What is required: Find every line containing "double" in the records below and report the tally as a bare number.

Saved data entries

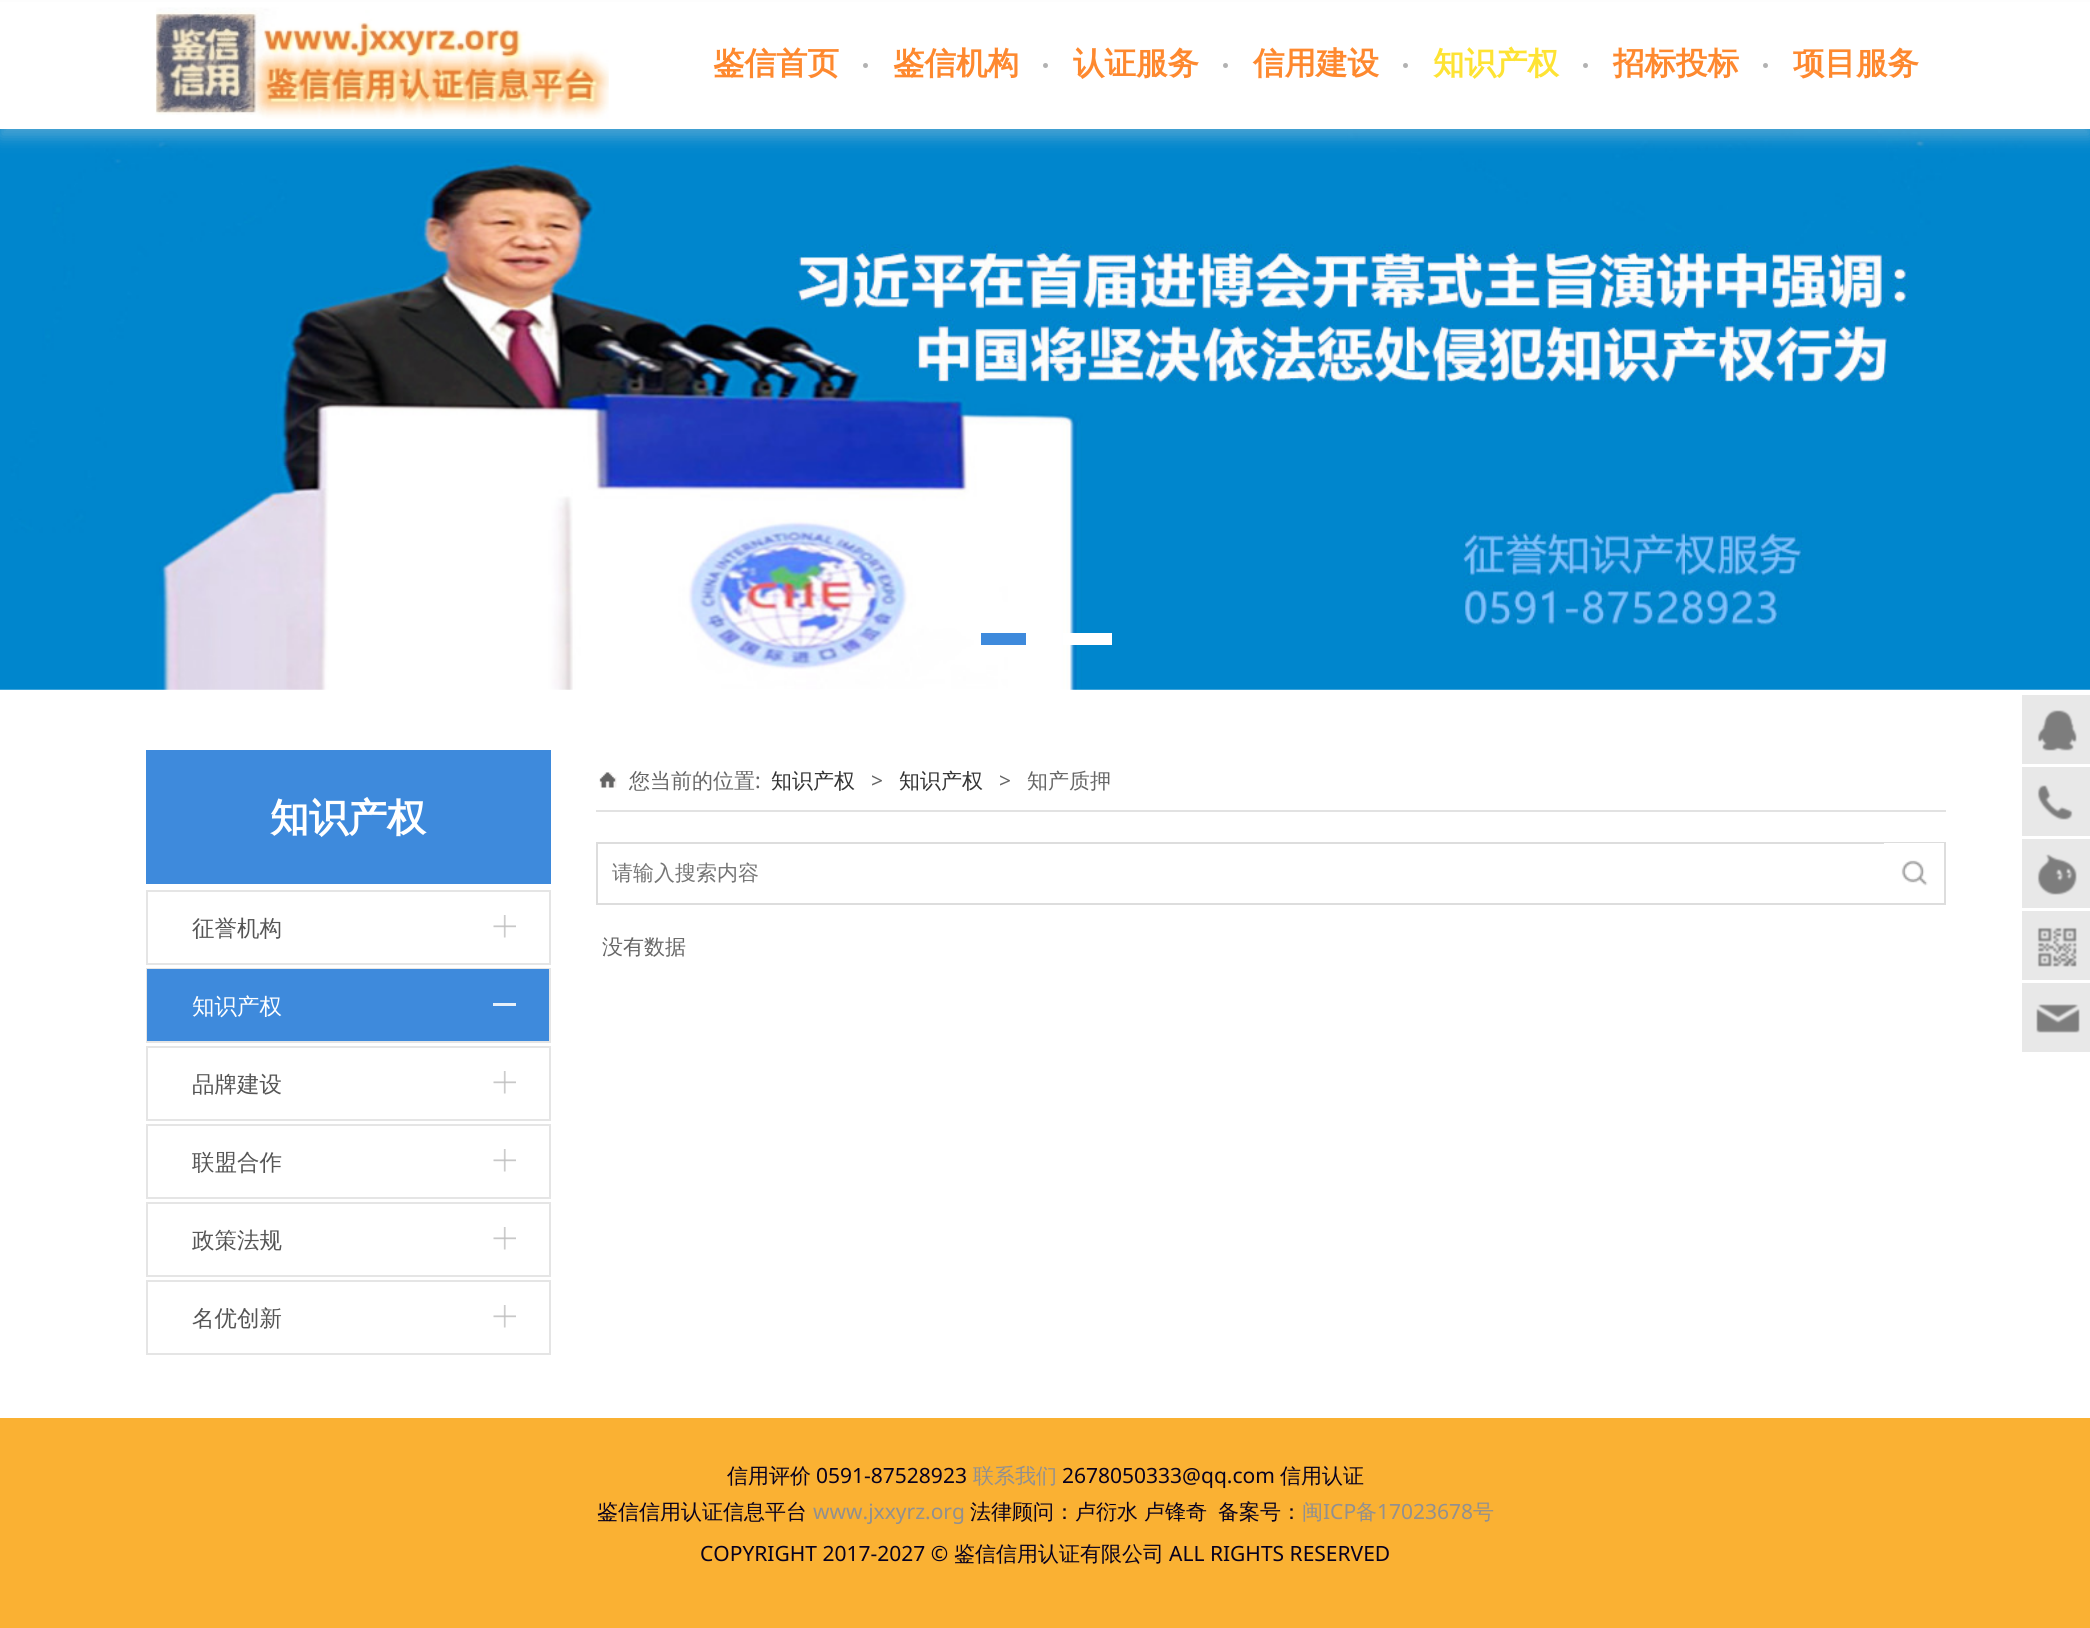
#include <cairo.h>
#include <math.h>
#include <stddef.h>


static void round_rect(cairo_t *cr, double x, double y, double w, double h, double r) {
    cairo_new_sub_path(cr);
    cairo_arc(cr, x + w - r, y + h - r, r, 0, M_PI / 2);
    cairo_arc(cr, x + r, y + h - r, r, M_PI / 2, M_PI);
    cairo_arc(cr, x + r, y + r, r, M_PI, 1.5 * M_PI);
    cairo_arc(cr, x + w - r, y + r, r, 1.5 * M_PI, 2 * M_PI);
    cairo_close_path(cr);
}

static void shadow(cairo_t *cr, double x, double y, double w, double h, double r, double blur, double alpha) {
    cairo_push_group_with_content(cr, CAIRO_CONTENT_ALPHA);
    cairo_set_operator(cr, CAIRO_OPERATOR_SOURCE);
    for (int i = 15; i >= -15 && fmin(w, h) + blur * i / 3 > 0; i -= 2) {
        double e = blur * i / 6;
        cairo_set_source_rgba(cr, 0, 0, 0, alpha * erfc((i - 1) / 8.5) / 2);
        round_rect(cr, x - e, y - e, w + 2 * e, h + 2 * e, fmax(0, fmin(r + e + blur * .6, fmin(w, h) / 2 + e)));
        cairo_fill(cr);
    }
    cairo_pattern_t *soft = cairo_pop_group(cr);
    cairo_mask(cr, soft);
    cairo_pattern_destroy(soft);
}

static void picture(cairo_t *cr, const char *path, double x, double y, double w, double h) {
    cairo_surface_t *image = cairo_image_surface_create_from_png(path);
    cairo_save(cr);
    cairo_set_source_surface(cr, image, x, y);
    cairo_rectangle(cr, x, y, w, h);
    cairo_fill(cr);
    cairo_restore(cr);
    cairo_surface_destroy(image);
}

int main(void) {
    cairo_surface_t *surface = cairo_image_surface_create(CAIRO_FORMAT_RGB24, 2090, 1628);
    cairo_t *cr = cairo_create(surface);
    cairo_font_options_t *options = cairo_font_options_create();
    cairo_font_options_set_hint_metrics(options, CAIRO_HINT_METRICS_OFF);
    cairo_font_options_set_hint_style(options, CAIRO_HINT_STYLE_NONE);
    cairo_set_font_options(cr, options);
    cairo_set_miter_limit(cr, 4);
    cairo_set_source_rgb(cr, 1, 1, 1);
    cairo_paint(cr);
    picture(cr, "img2.png", 0, 129, 2090, 561);
    cairo_set_source_rgb(cr, 0.867, 0.867, 0.867);
    shadow(cr, 0, 8, 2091, 129, 0, 7.5, 0.35);
    cairo_set_source_rgb(cr, 1, 1, 1);
    cairo_rectangle(cr, 0, 2, 2090, 127);
    cairo_fill(cr);
    picture(cr, "img1.png", 155, 7, 454, 112);
    cairo_select_font_face(cr, "WenQuanYi Zen Hei", CAIRO_FONT_SLANT_NORMAL, CAIRO_FONT_WEIGHT_BOLD);
    cairo_set_font_size(cr, 31.5);
    cairo_set_source_rgb(cr, 0.996, 0.537, 0.184);
    cairo_move_to(cr, 713, 74);
    cairo_show_text(cr, "鉴信首页");
    cairo_set_source_rgb(cr, 0.698, 0.698, 0.698);
    cairo_new_path(cr);
    cairo_arc(cr, 865.5, 65.5, 2.5, 0, 2 * M_PI);
    cairo_fill(cr);
    cairo_set_source_rgb(cr, 0.996, 0.537, 0.184);
    cairo_move_to(cr, 893, 74);
    cairo_show_text(cr, "鉴信机构");
    cairo_set_source_rgb(cr, 0.698, 0.698, 0.698);
    cairo_new_path(cr);
    cairo_arc(cr, 1045.5, 65.5, 2.5, 0, 2 * M_PI);
    cairo_fill(cr);
    cairo_set_source_rgb(cr, 0.996, 0.537, 0.184);
    cairo_move_to(cr, 1073, 74);
    cairo_show_text(cr, "认证服务");
    cairo_set_source_rgb(cr, 0.698, 0.698, 0.698);
    cairo_new_path(cr);
    cairo_arc(cr, 1225.5, 65.5, 2.5, 0, 2 * M_PI);
    cairo_fill(cr);
    cairo_set_source_rgb(cr, 0.996, 0.537, 0.184);
    cairo_move_to(cr, 1253, 74);
    cairo_show_text(cr, "信用建设");
    cairo_set_source_rgb(cr, 0.698, 0.698, 0.698);
    cairo_new_path(cr);
    cairo_arc(cr, 1405.5, 65.5, 2.5, 0, 2 * M_PI);
    cairo_fill(cr);
    cairo_set_source_rgb(cr, 0.996, 0.89, 0.204);
    cairo_move_to(cr, 1433, 74);
    cairo_show_text(cr, "知识产权");
    cairo_set_source_rgb(cr, 0.698, 0.698, 0.698);
    cairo_new_path(cr);
    cairo_arc(cr, 1585.5, 65.5, 2.5, 0, 2 * M_PI);
    cairo_fill(cr);
    cairo_set_source_rgb(cr, 0.996, 0.537, 0.184);
    cairo_move_to(cr, 1613, 74);
    cairo_show_text(cr, "招标投标");
    cairo_set_source_rgb(cr, 0.698, 0.698, 0.698);
    cairo_new_path(cr);
    cairo_arc(cr, 1765.5, 65.5, 2.5, 0, 2 * M_PI);
    cairo_fill(cr);
    cairo_set_source_rgb(cr, 0.996, 0.537, 0.184);
    cairo_move_to(cr, 1793, 74);
    cairo_show_text(cr, "项目服务");
    cairo_set_source_rgb(cr, 0.243, 0.541, 0.863);
    cairo_rectangle(cr, 981, 633, 45, 12);
    cairo_fill(cr);
    cairo_set_source_rgb(cr, 1, 1, 1);
    cairo_rectangle(cr, 1063, 633, 49, 12);
    cairo_fill(cr);
    cairo_set_source_rgb(cr, 0.243, 0.541, 0.863);
    cairo_rectangle(cr, 146, 750, 405, 134);
    cairo_fill(cr);
    cairo_set_font_size(cr, 39);
    cairo_set_source_rgb(cr, 1, 1, 1);
    cairo_move_to(cr, 270, 831);
    cairo_show_text(cr, "知识产权");
    cairo_rectangle(cr, 147, 891, 403, 73);
    cairo_set_source_rgb(cr, 0.898, 0.898, 0.898);
    cairo_stroke(cr);
    cairo_select_font_face(cr, "WenQuanYi Zen Hei Medium", CAIRO_FONT_SLANT_NORMAL, CAIRO_FONT_WEIGHT_NORMAL);
    cairo_set_font_size(cr, 22.5);
    cairo_set_source_rgb(cr, 0.333, 0.333, 0.333);
    cairo_move_to(cr, 192, 936);
    cairo_show_text(cr, "征誉机构");
    picture(cr, "img3.png", 493, 915, 23, 23);
    cairo_rectangle(cr, 147, 969, 403, 73);
    cairo_set_source_rgb(cr, 0.898, 0.898, 0.898);
    cairo_stroke(cr);
    cairo_set_source_rgb(cr, 0.243, 0.541, 0.863);
    cairo_rectangle(cr, 147, 969, 402, 72);
    cairo_fill(cr);
    cairo_set_source_rgb(cr, 1, 1, 1);
    cairo_move_to(cr, 192, 1014);
    cairo_show_text(cr, "知识产权");
    cairo_set_source_rgb(cr, 0.902, 0.941, 0.98);
    cairo_rectangle(cr, 493, 1003, 23, 3);
    cairo_fill(cr);
    cairo_rectangle(cr, 147, 1047, 403, 73);
    cairo_set_source_rgb(cr, 0.898, 0.898, 0.898);
    cairo_stroke(cr);
    cairo_set_source_rgb(cr, 0.333, 0.333, 0.333);
    cairo_move_to(cr, 192, 1092);
    cairo_show_text(cr, "品牌建设");
    picture(cr, "img3.png", 493, 1071, 23, 23);
    cairo_rectangle(cr, 147, 1125, 403, 73);
    cairo_set_source_rgb(cr, 0.898, 0.898, 0.898);
    cairo_stroke(cr);
    cairo_set_source_rgb(cr, 0.333, 0.333, 0.333);
    cairo_move_to(cr, 192, 1170);
    cairo_show_text(cr, "联盟合作");
    picture(cr, "img3.png", 493, 1149, 23, 23);
    cairo_rectangle(cr, 147, 1203, 403, 73);
    cairo_set_source_rgb(cr, 0.898, 0.898, 0.898);
    cairo_stroke(cr);
    cairo_set_source_rgb(cr, 0.333, 0.333, 0.333);
    cairo_move_to(cr, 192, 1248);
    cairo_show_text(cr, "政策法规");
    picture(cr, "img3.png", 493, 1227, 23, 23);
    cairo_rectangle(cr, 147, 1281, 403, 73);
    cairo_set_source_rgb(cr, 0.898, 0.898, 0.898);
    cairo_stroke(cr);
    cairo_set_source_rgb(cr, 0.333, 0.333, 0.333);
    cairo_move_to(cr, 192, 1326);
    cairo_show_text(cr, "名优创新");
    picture(cr, "img3.png", 493, 1305, 23, 23);
    picture(cr, "img4.png", 599, 772, 18, 16);
    cairo_set_source_rgb(cr, 0.886, 0.886, 0.886);
    cairo_rectangle(cr, 596, 810, 1350, 2);
    cairo_fill(cr);
    cairo_set_font_size(cr, 21);
    cairo_set_source_rgb(cr, 0.4, 0.4, 0.4);
    cairo_move_to(cr, 629, 788);
    cairo_show_text(cr, "您当前的位置");
    cairo_select_font_face(cr, "Noto Sans", CAIRO_FONT_SLANT_NORMAL, CAIRO_FONT_WEIGHT_NORMAL);
    cairo_move_to(cr, 755, 788);
    cairo_show_text(cr, ":");
    cairo_select_font_face(cr, "WenQuanYi Zen Hei Medium", CAIRO_FONT_SLANT_NORMAL, CAIRO_FONT_WEIGHT_NORMAL);
    cairo_set_source_rgb(cr, 0.2, 0.2, 0.2);
    cairo_move_to(cr, 771, 788);
    cairo_show_text(cr, "知识产权");
    cairo_select_font_face(cr, "Noto Sans", CAIRO_FONT_SLANT_NORMAL, CAIRO_FONT_WEIGHT_NORMAL);
    cairo_set_source_rgb(cr, 0.4, 0.4, 0.4);
    cairo_move_to(cr, 871, 788);
    cairo_show_text(cr, ">");
    cairo_select_font_face(cr, "WenQuanYi Zen Hei Medium", CAIRO_FONT_SLANT_NORMAL, CAIRO_FONT_WEIGHT_NORMAL);
    cairo_set_source_rgb(cr, 0.2, 0.2, 0.2);
    cairo_move_to(cr, 899, 788);
    cairo_show_text(cr, "知识产权");
    cairo_select_font_face(cr, "Noto Sans", CAIRO_FONT_SLANT_NORMAL, CAIRO_FONT_WEIGHT_NORMAL);
    cairo_set_source_rgb(cr, 0.4, 0.4, 0.4);
    cairo_move_to(cr, 999, 788);
    cairo_show_text(cr, ">");
    cairo_select_font_face(cr, "WenQuanYi Zen Hei Medium", CAIRO_FONT_SLANT_NORMAL, CAIRO_FONT_WEIGHT_NORMAL);
    cairo_move_to(cr, 1027, 788);
    cairo_show_text(cr, "知产质押");
    cairo_rectangle(cr, 597, 843, 1348, 61);
    cairo_set_source_rgb(cr, 0.867, 0.867, 0.867);
    cairo_stroke(cr);
    cairo_set_source_rgb(cr, 0.459, 0.459, 0.459);
    cairo_move_to(cr, 612, 880);
    cairo_show_text(cr, "请输入搜索内容");
    cairo_set_source_rgb(cr, 1, 1, 1);
    cairo_rectangle(cr, 1884, 843, 60, 1);
    cairo_fill(cr);
    picture(cr, "img5.png", 1901, 860, 27, 26);
    cairo_set_source_rgb(cr, 0.4, 0.4, 0.4);
    cairo_move_to(cr, 602, 954);
    cairo_show_text(cr, "没有数据");
    cairo_set_source_rgb(cr, 0.91, 0.91, 0.91);
    cairo_rectangle(cr, 2022, 695, 68, 69);
    cairo_fill(cr);
    picture(cr, "img6.png", 2037, 710, 40, 41);
    cairo_rectangle(cr, 2022, 767, 68, 69);
    cairo_fill(cr);
    picture(cr, "img7.png", 2037, 785, 36, 35);
    cairo_rectangle(cr, 2022, 839, 68, 69);
    cairo_fill(cr);
    picture(cr, "img8.png", 2037, 854, 40, 41);
    cairo_rectangle(cr, 2022, 911, 68, 69);
    cairo_fill(cr);
    picture(cr, "img9.png", 2037, 927, 40, 40);
    cairo_rectangle(cr, 2022, 983, 68, 69);
    cairo_fill(cr);
    picture(cr, "img10.png", 2036, 1004, 44, 29);
    cairo_set_source_rgb(cr, 0.98, 0.694, 0.2);
    cairo_rectangle(cr, 0, 1418, 2090, 210);
    cairo_fill(cr);
    cairo_set_source_rgb(cr, 0.031, 0, 0.118);
    cairo_move_to(cr, 727, 1483);
    cairo_show_text(cr, "信用评价");
    cairo_select_font_face(cr, "Noto Sans", CAIRO_FONT_SLANT_NORMAL, CAIRO_FONT_WEIGHT_NORMAL);
    cairo_move_to(cr, 816, 1483);
    cairo_show_text(cr, "0591-87528923");
    cairo_select_font_face(cr, "WenQuanYi Zen Hei Medium", CAIRO_FONT_SLANT_NORMAL, CAIRO_FONT_WEIGHT_NORMAL);
    cairo_set_source_rgb(cr, 0.569, 0.565, 0.565);
    cairo_move_to(cr, 973, 1483);
    cairo_show_text(cr, "联系我们");
    cairo_select_font_face(cr, "Noto Sans", CAIRO_FONT_SLANT_NORMAL, CAIRO_FONT_WEIGHT_NORMAL);
    cairo_set_source_rgb(cr, 0.031, 0, 0.118);
    cairo_move_to(cr, 1062, 1483);
    cairo_show_text(cr, "2678050333@qq.com");
    cairo_select_font_face(cr, "WenQuanYi Zen Hei Medium", CAIRO_FONT_SLANT_NORMAL, CAIRO_FONT_WEIGHT_NORMAL);
    cairo_move_to(cr, 1280, 1483);
    cairo_show_text(cr, "信用认证");
    cairo_move_to(cr, 597, 1519);
    cairo_show_text(cr, "鉴信信用认证信息平台");
    cairo_select_font_face(cr, "Noto Sans", CAIRO_FONT_SLANT_NORMAL, CAIRO_FONT_WEIGHT_NORMAL);
    cairo_set_source_rgb(cr, 0.569, 0.565, 0.565);
    cairo_move_to(cr, 813, 1519);
    cairo_show_text(cr, "www.jxxyrz.org");
    cairo_select_font_face(cr, "WenQuanYi Zen Hei Medium", CAIRO_FONT_SLANT_NORMAL, CAIRO_FONT_WEIGHT_NORMAL);
    cairo_set_source_rgb(cr, 0.031, 0, 0.118);
    cairo_move_to(cr, 970, 1519);
    cairo_show_text(cr, "法律顾问：卢衍水");
    cairo_move_to(cr, 1144, 1519);
    cairo_show_text(cr, "卢锋奇");
    cairo_move_to(cr, 1218, 1519);
    cairo_show_text(cr, "备案号：");
    cairo_set_source_rgb(cr, 0.569, 0.565, 0.565);
    cairo_move_to(cr, 1302, 1519);
    cairo_show_text(cr, "闽");
    cairo_select_font_face(cr, "Noto Sans", CAIRO_FONT_SLANT_NORMAL, CAIRO_FONT_WEIGHT_NORMAL);
    cairo_move_to(cr, 1323, 1519);
    cairo_show_text(cr, "ICP");
    cairo_select_font_face(cr, "WenQuanYi Zen Hei Medium", CAIRO_FONT_SLANT_NORMAL, CAIRO_FONT_WEIGHT_NORMAL);
    cairo_move_to(cr, 1356, 1519);
    cairo_show_text(cr, "备");
    cairo_select_font_face(cr, "Noto Sans", CAIRO_FONT_SLANT_NORMAL, CAIRO_FONT_WEIGHT_NORMAL);
    cairo_move_to(cr, 1377, 1519);
    cairo_show_text(cr, "17023678");
    cairo_select_font_face(cr, "WenQuanYi Zen Hei Medium", CAIRO_FONT_SLANT_NORMAL, CAIRO_FONT_WEIGHT_NORMAL);
    cairo_move_to(cr, 1473, 1519);
    cairo_show_text(cr, "号");
    cairo_select_font_face(cr, "Noto Sans", CAIRO_FONT_SLANT_NORMAL, CAIRO_FONT_WEIGHT_NORMAL);
    cairo_set_source_rgb(cr, 0.031, 0, 0.118);
    cairo_move_to(cr, 700, 1561);
    cairo_show_text(cr, "COPYRIGHT 2017-2027 ©");
    cairo_select_font_face(cr, "WenQuanYi Zen Hei Medium", CAIRO_FONT_SLANT_NORMAL, CAIRO_FONT_WEIGHT_NORMAL);
    cairo_move_to(cr, 954, 1561);
    cairo_show_text(cr, "鉴信信用认证有限公司");
    cairo_select_font_face(cr, "Noto Sans", CAIRO_FONT_SLANT_NORMAL, CAIRO_FONT_WEIGHT_NORMAL);
    cairo_move_to(cr, 1169, 1561);
    cairo_show_text(cr, "ALL RIGHTS RESERVED");
    cairo_surface_write_to_png(surface, "page.png");
    cairo_font_options_destroy(options);
    cairo_destroy(cr);
    cairo_surface_destroy(surface);
    return 0;
}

Response for this exercise: 4